Friday, 1 August 2014

Peeled paint inspired by Liesbeth Fidder

Although I have seen the peeled paint effect before, it was Liesbeth's hanging board on the Paper Artsy blog that set me wanting to try it! 
Well, that and then a programme I watched about the persecution of Catholics in the 1600's that really got me moving!
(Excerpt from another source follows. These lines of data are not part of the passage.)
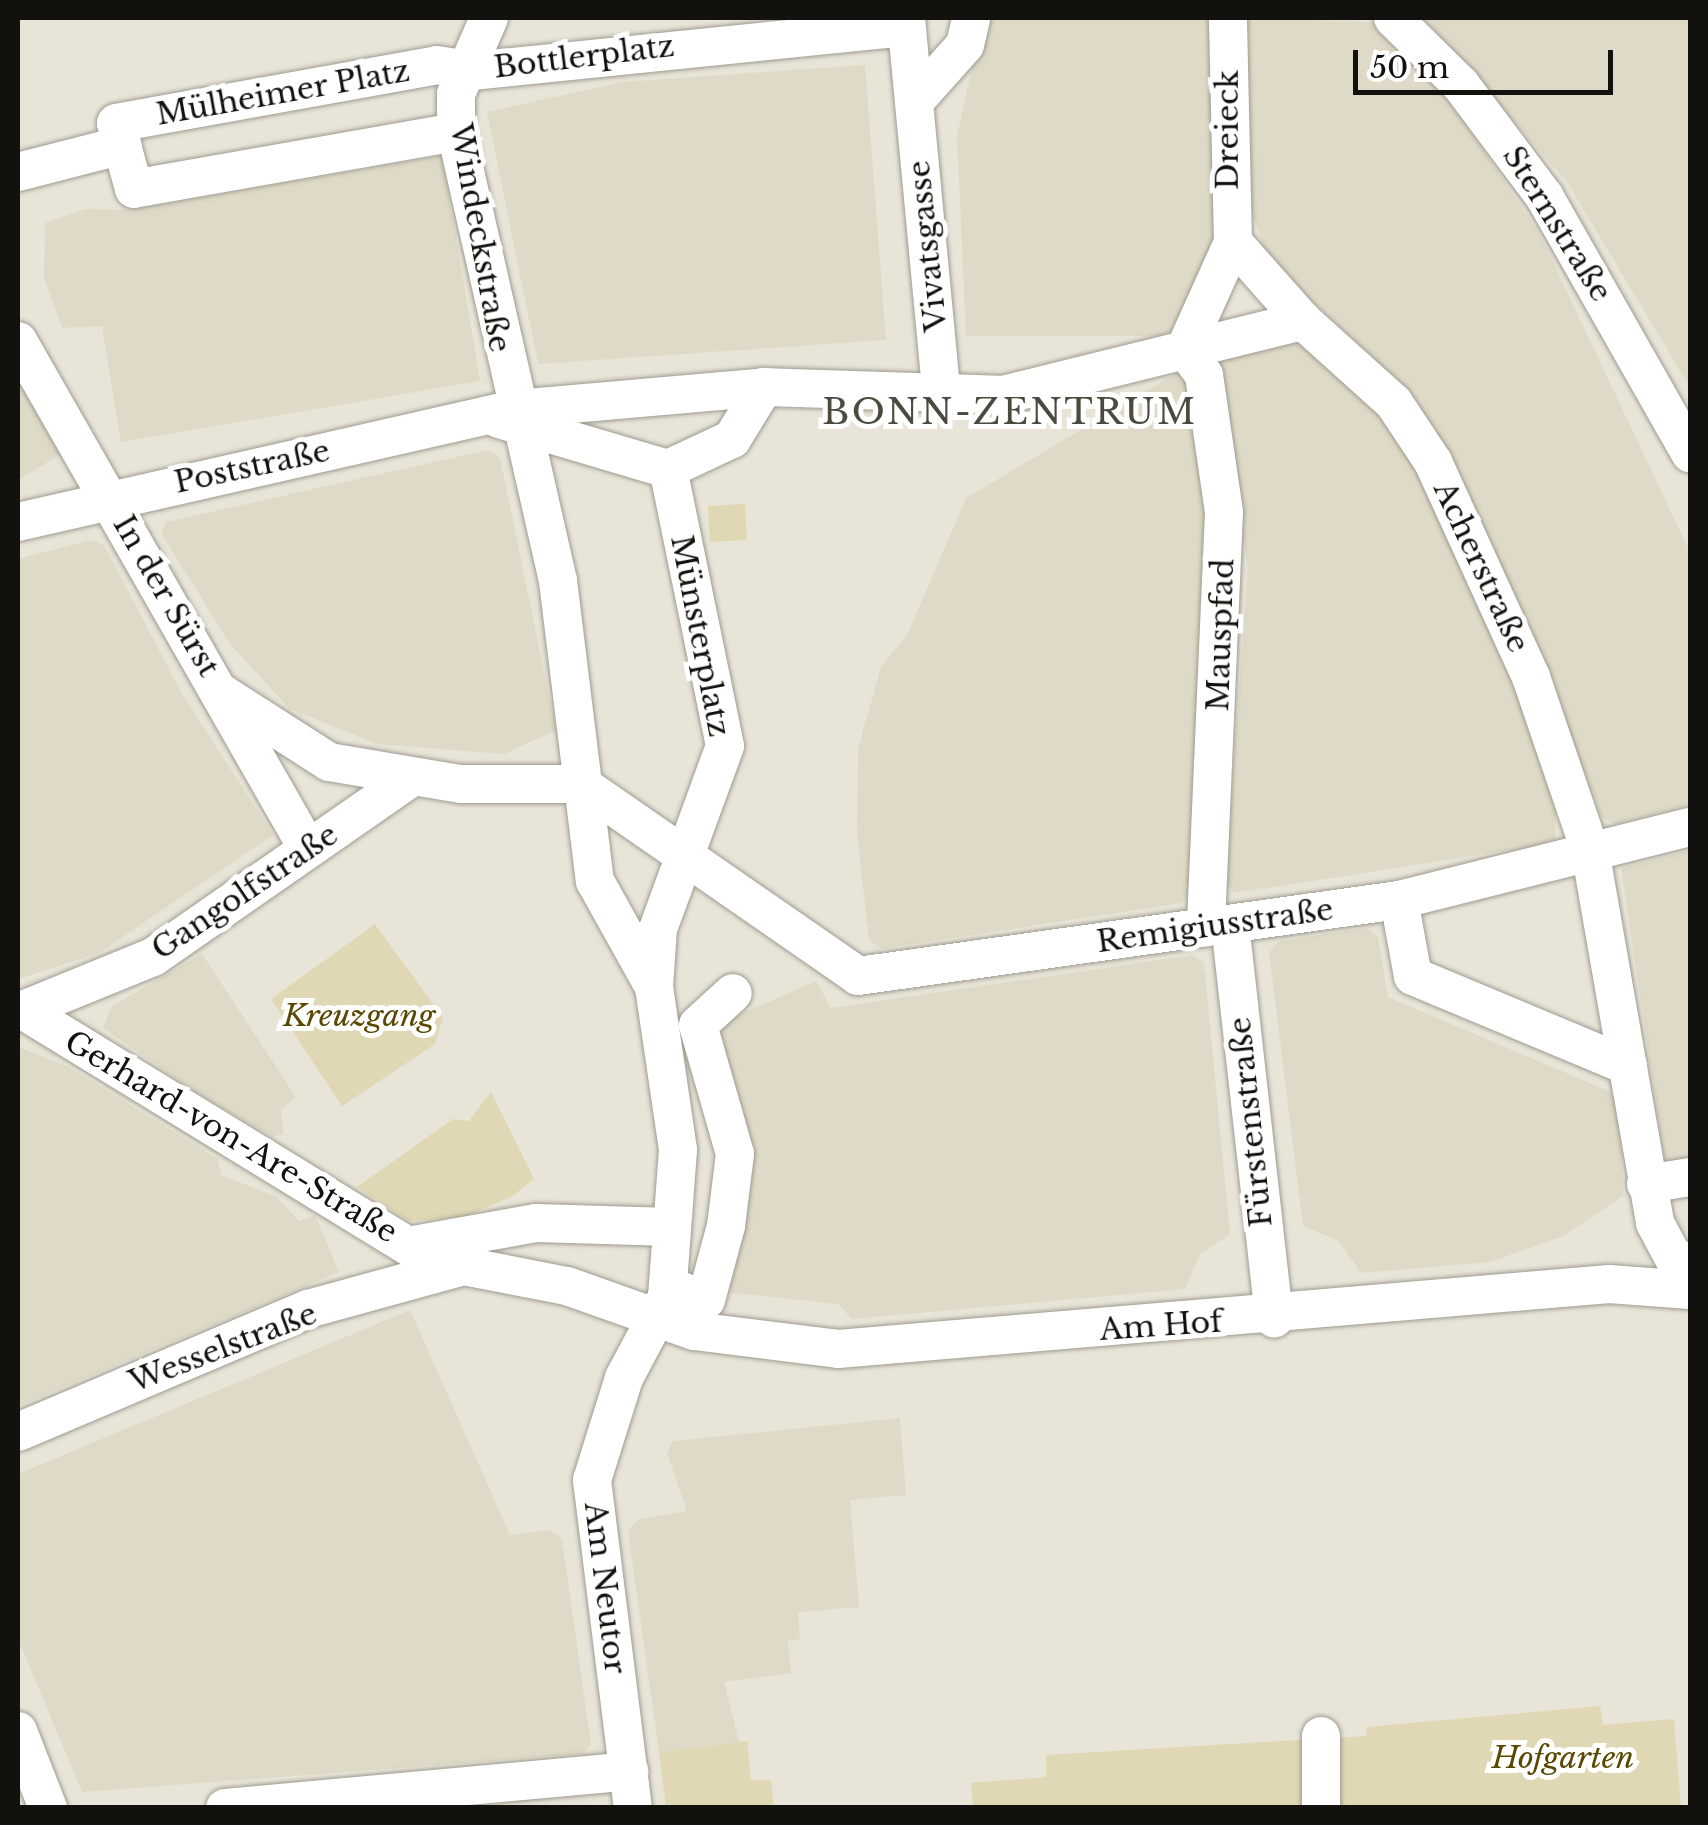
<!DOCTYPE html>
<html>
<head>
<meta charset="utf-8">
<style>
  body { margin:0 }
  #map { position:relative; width:1708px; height:1825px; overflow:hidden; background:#e8e5d8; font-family:"Libre Baskerville",serif }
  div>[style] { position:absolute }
  .built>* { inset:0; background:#dfdac7 }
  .green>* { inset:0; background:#e0d7b4; transform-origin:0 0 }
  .roads { filter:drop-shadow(0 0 2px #9e9b90) drop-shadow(0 0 2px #9e9b90) }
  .street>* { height:38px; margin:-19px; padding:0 19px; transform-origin:19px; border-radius:19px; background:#fff }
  span { translate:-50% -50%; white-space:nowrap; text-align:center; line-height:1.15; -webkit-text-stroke:10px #fff; paint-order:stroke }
  .street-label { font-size:30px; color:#12110d }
  .park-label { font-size:30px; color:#584801; font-style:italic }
  .quarter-label { font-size:35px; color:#4c493f; letter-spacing:2.5px }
  .frame { position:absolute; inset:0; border:20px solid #12110d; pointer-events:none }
  .scale { position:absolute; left:1353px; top:50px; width:260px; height:45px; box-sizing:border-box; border:5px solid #12110d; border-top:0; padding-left:12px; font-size:30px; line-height:35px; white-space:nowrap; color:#12110d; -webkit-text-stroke:8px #fff; paint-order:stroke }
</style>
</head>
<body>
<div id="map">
  <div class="built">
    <div style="clip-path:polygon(983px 18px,1212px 18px,1213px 246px,1177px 327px,1162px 336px,966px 336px,957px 136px)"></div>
    <div style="clip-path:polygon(1242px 18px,1372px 22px,1454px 106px,1540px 235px,1690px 552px,1690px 804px,1615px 824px,1602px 818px,1527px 620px,1433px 431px,1397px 380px,1268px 259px,1243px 185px)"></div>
    <div style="clip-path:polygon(1424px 18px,1690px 18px,1690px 387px,1567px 182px)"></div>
    <div style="clip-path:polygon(865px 65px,886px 340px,538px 364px,487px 112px,623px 82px)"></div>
    <div style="clip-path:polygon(442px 156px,480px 381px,121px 442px,102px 326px,62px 328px,44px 277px,45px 223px,86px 209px,130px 210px)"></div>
    <div style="clip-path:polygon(1293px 336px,1384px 410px,1425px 477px,1420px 487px,1429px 484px,1497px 630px,1556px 807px,1555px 843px,1269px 888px,1234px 892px,1225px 884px,1248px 568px,1212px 360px)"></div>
    <div style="clip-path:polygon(1180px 371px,1193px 376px,1210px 463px,1192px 891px,1182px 903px,881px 949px,869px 940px,857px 834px,858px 749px,881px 667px,908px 633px,966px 498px)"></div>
    <div style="clip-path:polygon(18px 380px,61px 454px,18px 480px)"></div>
    <div style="clip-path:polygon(488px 450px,500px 458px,556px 730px,504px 754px,377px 744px,290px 709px,230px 644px,161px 533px,166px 522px)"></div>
    <div style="clip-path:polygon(91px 540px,104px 545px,181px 692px,273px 835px,99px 953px,18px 979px,18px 559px)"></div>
    <div style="clip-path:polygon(1690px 850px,1690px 1169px,1665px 1163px,1621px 868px)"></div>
    <div style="clip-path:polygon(1366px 928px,1378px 937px,1388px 997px,1620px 1096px,1623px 1196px,1564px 1236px,1490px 1262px,1361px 1273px,1339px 1241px,1303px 1226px,1269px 952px,1279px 941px)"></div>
    <div style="clip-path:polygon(202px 954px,296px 1097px,281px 1109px,283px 1134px,273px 1137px,197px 1093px,103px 1028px,112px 1006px)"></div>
    <div style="clip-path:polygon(1193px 955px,1204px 963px,1230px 1234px,1200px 1254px,1185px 1289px,852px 1319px,838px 1304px,724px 1292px,711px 1027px,816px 981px,831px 1008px)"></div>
    <div style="clip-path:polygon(18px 1047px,67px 1066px,218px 1159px,221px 1175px,277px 1197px,299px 1221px,315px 1215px,339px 1272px,18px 1406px)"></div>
    <div style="clip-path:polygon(410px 1310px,510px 1535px,550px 1530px,562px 1539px,591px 1745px,582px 1754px,82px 1792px,18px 1639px,18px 1474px)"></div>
    <div style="clip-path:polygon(900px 1418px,906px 1495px,850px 1500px,859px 1607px,798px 1612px,800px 1639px,788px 1641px,791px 1673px,724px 1682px,739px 1742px,659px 1752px,628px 1531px,638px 1519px,687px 1511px,667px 1453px,673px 1441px)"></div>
  </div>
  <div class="green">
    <div style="left:745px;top:504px;width:36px;height:37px;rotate:87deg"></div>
    <div style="clip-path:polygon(375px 924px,443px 1018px,435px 1044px,342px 1106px,271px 999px)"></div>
    <div style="clip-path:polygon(491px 1092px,534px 1179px,511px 1197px,463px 1217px,408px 1221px,357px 1187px,453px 1119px,469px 1121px)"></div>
    <div style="clip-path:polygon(1600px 1706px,1603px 1725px,1674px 1719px,1681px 1807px,973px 1808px,971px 1783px,1046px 1777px,1046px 1755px,1367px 1736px,1366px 1727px)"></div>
    <div style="clip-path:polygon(747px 1741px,751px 1780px,771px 1780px,774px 1807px,666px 1807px,659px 1752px)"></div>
  </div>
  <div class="roads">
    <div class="street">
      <div style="left:489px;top:18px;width:83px;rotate:113.5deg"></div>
      <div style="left:456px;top:94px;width:38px;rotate:90deg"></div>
      <div style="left:456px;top:132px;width:460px;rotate:77.2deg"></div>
      <div style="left:558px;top:581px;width:302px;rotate:83deg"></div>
      <div style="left:595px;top:881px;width:121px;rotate:60.9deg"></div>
      <div style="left:654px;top:987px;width:165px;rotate:81.6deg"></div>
      <div style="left:678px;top:1150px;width:147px;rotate:94.3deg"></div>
      <div style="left:667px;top:1297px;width:92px;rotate:118deg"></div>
      <div style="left:624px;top:1378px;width:107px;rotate:107.4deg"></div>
      <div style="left:592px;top:1480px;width:331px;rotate:82.9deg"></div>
      <div style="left:906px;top:18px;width:374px;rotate:84.6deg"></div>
      <div style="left:1393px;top:18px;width:95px;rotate:44.6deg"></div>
      <div style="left:1461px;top:85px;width:139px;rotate:53.2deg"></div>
      <div style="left:1544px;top:196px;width:296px;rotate:60.4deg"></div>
      <div style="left:914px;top:102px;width:76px;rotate:-48.2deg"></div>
      <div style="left:965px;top:45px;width:28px;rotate:-77deg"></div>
      <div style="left:456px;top:132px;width:327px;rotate:170deg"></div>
      <div style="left:134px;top:189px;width:68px;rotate:-105.3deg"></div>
      <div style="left:116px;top:123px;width:326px;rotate:-10.2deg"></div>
      <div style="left:437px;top:65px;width:36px;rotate:9deg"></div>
      <div style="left:473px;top:71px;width:435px;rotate:-5.8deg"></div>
      <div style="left:18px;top:172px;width:108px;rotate:-14.4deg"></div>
      <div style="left:1233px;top:242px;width:106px;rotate:48.5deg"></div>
      <div style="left:18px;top:341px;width:585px;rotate:60.28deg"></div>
      <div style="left:1185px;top:349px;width:32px;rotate:54deg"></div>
      <div style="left:1204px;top:375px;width:138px;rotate:81.7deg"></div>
      <div style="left:1224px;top:512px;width:416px;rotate:92.5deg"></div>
      <div style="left:1185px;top:349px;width:117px;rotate:-65.8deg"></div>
      <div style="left:1233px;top:242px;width:224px;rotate:-91.3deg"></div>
      <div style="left:499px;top:419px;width:176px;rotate:16.5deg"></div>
      <div style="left:18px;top:522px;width:510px;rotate:-12.81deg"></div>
      <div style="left:515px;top:409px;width:250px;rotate:-5deg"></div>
      <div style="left:223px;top:694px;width:126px;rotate:32.7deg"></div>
      <div style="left:329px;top:762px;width:134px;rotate:9.5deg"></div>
      <div style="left:461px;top:784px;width:120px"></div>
      <div style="left:581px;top:784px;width:337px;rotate:34.7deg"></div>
      <div style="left:858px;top:976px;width:546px;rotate:-8deg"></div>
      <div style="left:1399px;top:900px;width:300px;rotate:-14.1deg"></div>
      <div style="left:1399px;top:900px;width:77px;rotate:79.6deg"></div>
      <div style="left:1413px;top:976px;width:233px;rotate:22.7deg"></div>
      <div style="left:1230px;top:924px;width:397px;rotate:83.6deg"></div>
      <div style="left:654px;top:987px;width:58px;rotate:-86.1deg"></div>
      <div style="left:658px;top:929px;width:195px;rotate:-69.9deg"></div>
      <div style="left:725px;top:746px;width:283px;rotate:-101.6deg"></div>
      <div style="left:668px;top:469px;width:71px;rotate:-25.1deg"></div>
      <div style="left:732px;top:439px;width:61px;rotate:-58.4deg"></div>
      <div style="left:764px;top:387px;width:239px;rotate:1.9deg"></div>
      <div style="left:1003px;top:395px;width:309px;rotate:-13.9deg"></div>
      <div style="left:1303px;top:321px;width:122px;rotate:42deg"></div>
      <div style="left:1394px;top:403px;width:71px;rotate:56.5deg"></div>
      <div style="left:1433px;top:462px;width:236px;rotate:65.5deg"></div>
      <div style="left:1531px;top:677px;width:183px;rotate:71.2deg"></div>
      <div style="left:1590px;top:850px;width:379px;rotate:80.1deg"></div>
      <div style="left:1655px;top:1223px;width:40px;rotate:62deg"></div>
      <div style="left:1674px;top:1258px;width:16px;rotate:14deg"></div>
      <div style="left:18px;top:1012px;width:146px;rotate:-22.2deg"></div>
      <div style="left:153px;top:957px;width:312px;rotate:-34.8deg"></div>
      <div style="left:26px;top:1012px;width:455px;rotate:31.5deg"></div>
      <div style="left:414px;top:1250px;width:24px;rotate:52deg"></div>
      <div style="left:1646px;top:1184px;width:45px;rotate:-9deg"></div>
      <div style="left:408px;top:1246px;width:130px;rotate:-10.2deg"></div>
      <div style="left:536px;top:1223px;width:136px;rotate:1.7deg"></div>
      <div style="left:668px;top:1286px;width:40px;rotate:20.2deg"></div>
      <div style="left:706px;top:1300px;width:77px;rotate:-74.9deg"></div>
      <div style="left:726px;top:1226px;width:73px;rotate:-82.9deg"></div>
      <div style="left:735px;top:1154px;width:134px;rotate:-106deg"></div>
      <div style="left:698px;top:1025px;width:47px;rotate:-42.4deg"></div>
      <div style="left:18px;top:1432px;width:315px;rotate:-23deg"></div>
      <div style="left:308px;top:1309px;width:162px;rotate:-15.4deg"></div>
      <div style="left:464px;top:1266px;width:105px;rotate:11deg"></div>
      <div style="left:567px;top:1286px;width:135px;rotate:19.5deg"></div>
      <div style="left:694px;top:1331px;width:145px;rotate:7.1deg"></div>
      <div style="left:838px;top:1349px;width:774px;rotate:-4.82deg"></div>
      <div style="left:1609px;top:1284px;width:81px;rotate:4.2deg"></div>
      <div style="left:18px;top:1731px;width:83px;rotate:68.7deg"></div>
      <div style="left:225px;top:1808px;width:406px;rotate:-5.2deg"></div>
      <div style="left:1321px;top:1808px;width:72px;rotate:-90deg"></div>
    </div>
  </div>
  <div class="street-label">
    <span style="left:584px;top:57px;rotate:-7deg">Bottlerplatz</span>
    <span style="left:283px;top:93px;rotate:-10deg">Mülheimer Platz</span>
    <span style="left:1228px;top:130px;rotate:-90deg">Dreieck</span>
    <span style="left:1557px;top:224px;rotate:58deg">Sternstraße</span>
    <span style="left:480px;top:238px;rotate:80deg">Windeckstraße</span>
    <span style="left:928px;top:246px;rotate:-96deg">Vivatsgasse</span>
    <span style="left:252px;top:467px;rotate:-12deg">Poststraße</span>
    <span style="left:1481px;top:567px;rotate:65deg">Acherstraße</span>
    <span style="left:166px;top:596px;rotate:60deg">In der Sürst</span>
    <span style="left:1221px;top:635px;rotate:-88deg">Mauspfad</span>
    <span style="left:700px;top:636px;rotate:79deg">Münsterplatz</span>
    <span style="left:245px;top:892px;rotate:-34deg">Gangolfstraße</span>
    <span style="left:1215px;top:926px;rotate:-8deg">Remigiusstraße</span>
    <span style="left:1251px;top:1122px;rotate:-96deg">Fürstenstraße</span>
    <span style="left:231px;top:1137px;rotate:31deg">Gerhard-von-Are-Straße</span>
    <span style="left:1161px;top:1326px;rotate:-4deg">Am Hof</span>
    <span style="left:223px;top:1348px;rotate:-21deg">Wesselstraße</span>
    <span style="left:605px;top:1588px;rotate:83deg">Am Neutor</span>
  </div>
  <div class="park-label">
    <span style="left:359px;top:1016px">Kreuzgang</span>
    <span style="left:1563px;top:1758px">Hofgarten</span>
  </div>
  <div class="quarter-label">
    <span style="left:1010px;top:412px">BONN-ZENTRUM</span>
  </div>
  <div class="frame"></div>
  <div class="scale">50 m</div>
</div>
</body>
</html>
The stamp I used has always made me think of someone talking to a hidden other person. Now I realise that the person was the priest - locked up in his priest hole, being warned to keep quiet! 
They must have been terrifying times, especially when soldiers would hang around for days hoping that the priest would either get hungry or smelly enough to detect!! One place on the programme was Salmsebury Hall near Preston, a lovely place to visit especially with children.
The image is LPC011 which I stamped in Jet Black archival onto a painted background of Snowflake, Concrete and Nougat.A little bit of text stamp - PA Mini MN76. A little bit of colouring with distress markers then the smeared Petroleum Jelly that I sent hubby of to the shops for(he was going for a walk anyway!)
I used Bora Bora paint over the jelly and image and then - wow!!! I love this effect and I'll be using it again (and again)!!!
I decided to use crackle paste mixed with Concrete Fresco paint through a stencil, but then decided I couldn't wait any longer so used my heat gun on it! I loved the puffy effect I got and with nothing else to hand, used my trusty Adirondak silver dabber paint to sponge on to the puffy bits. 

The cross came from some jewellery I bought at Primark in a sale ages ago.
Finally a key stamped in dabber silver and some shiny fibres and ribbons.

Linking this to the Paper Artsy blog

Thanks for looking, Chris


Bleubeard and Elizabeth said...

You put SO much into your tags. This one is no exception. It is truly stunning. And I am learning a bit of history along the way, too. What a perfect story to accompany the tag.

Saw you used dabbers in your art. You asked what bingo dabbers are. They are ink, not paint, and are similar to the TH ink dabbers, EXCEPT they cost about 1/10th of his. You can find them at drug and some grocery stores that sell bingo cards. They are great because they dry quickly, too. And depending upon how hard you press the dabber, the ink can be translucent or opaque.

Hazel Agnew said...

What an interesting post. Fascinating. Love the colours and the effects. Love bora bora. Fab work. X

Helen said...

Wow, Chris, love the tag, and the story behind it too.

Julie Ann Lee said...

What a lovely tag, Chris! I love how you've used the technique; the colours you've used; the textures and the story behind this is so interesting too! Lovely! Julie Ann xxx

Etsuko Noguchi said...

Beautiyful tag! Great technique and fantastic images, I love it! xx

She King said...

Hi Chris. LOVE your tag....must do this technique's a while since I've used lovely and messy! Have a good weekend. Love S xx

Sarah Anderson said...

fab, fab tag Chris, and love your inspiration!!

Darcy UK said...

Fab, I love how you have woven the story around it.

Crafter's Laboratory said...

What a truly beautiful piece.

Anonymous said...

I've always been fascinated by those dark times Chris, ever since I read Green Darkness by Anya Seton many years ago.
Your tag looks amazing, great use of that technique, & the LP stamp works perfectly. I love your bubbly grungepaste too.
Alison xxx

butterfly said...

What a brilliant story-telling tag - full of the drama of those terrifying times. A fantastic way to use that paint technique.